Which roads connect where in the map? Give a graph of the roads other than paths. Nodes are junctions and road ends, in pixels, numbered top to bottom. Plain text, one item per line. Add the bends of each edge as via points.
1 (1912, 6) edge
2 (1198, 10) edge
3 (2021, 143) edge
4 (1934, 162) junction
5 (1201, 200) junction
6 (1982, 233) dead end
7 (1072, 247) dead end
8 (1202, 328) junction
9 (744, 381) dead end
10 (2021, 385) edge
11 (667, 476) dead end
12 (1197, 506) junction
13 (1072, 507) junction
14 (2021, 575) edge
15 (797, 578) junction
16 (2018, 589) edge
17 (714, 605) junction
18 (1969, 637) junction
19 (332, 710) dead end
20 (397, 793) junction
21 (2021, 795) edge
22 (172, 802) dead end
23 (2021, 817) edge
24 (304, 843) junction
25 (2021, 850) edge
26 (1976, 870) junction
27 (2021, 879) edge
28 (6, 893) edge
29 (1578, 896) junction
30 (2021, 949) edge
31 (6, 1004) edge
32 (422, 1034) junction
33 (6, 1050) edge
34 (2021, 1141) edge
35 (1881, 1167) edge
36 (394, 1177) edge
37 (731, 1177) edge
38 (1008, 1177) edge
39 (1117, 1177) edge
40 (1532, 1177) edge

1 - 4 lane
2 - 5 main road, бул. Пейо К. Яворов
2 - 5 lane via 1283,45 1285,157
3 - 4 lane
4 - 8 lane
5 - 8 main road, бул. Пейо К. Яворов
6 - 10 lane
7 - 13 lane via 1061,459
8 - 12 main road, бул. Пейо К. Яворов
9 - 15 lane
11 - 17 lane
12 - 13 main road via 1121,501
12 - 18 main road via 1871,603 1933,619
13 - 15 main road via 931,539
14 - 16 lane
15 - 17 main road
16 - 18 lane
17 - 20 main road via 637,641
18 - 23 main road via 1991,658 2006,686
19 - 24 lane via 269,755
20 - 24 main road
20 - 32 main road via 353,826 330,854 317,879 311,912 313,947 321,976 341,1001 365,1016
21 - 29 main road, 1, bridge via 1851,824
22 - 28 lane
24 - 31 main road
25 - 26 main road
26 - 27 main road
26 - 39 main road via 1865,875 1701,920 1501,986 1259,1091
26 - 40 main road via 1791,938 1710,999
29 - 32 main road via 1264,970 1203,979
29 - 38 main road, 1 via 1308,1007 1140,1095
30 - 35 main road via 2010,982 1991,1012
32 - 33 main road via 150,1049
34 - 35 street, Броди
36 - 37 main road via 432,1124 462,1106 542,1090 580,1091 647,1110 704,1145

——

Among the entries above, identify all lines with "dead" and copy them.

6 (1982, 233) dead end
7 (1072, 247) dead end
9 (744, 381) dead end
11 (667, 476) dead end
19 (332, 710) dead end
22 (172, 802) dead end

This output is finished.